Within the records, determine how many lines contain the word "middle". Your reply must consist of that number only.

(Saved entries)
######

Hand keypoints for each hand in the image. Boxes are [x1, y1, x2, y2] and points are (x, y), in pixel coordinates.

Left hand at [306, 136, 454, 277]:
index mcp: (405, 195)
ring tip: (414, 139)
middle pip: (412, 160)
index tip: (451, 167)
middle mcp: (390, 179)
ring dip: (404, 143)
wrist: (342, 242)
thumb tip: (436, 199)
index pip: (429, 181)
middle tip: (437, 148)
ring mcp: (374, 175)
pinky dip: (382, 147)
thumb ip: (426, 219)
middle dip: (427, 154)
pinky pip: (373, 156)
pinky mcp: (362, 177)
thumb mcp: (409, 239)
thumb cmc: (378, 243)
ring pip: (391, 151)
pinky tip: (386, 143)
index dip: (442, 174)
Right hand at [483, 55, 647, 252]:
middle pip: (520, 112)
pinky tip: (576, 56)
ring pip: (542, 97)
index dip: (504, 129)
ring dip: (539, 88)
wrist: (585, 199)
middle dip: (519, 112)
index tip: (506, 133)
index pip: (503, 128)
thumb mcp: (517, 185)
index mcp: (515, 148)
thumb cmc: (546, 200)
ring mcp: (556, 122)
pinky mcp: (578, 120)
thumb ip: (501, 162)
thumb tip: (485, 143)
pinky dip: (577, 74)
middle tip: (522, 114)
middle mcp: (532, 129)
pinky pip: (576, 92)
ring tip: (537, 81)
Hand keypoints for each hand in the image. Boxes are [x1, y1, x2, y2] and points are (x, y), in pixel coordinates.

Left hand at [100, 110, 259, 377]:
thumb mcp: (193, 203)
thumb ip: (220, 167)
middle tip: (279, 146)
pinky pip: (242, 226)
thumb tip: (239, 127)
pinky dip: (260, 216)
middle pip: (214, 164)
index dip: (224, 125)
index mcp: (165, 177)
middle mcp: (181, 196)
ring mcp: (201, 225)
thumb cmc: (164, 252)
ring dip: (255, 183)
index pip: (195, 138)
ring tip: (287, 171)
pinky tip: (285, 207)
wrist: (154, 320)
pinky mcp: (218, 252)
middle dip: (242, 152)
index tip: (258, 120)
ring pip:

######

◆ TASK ANSWER:
12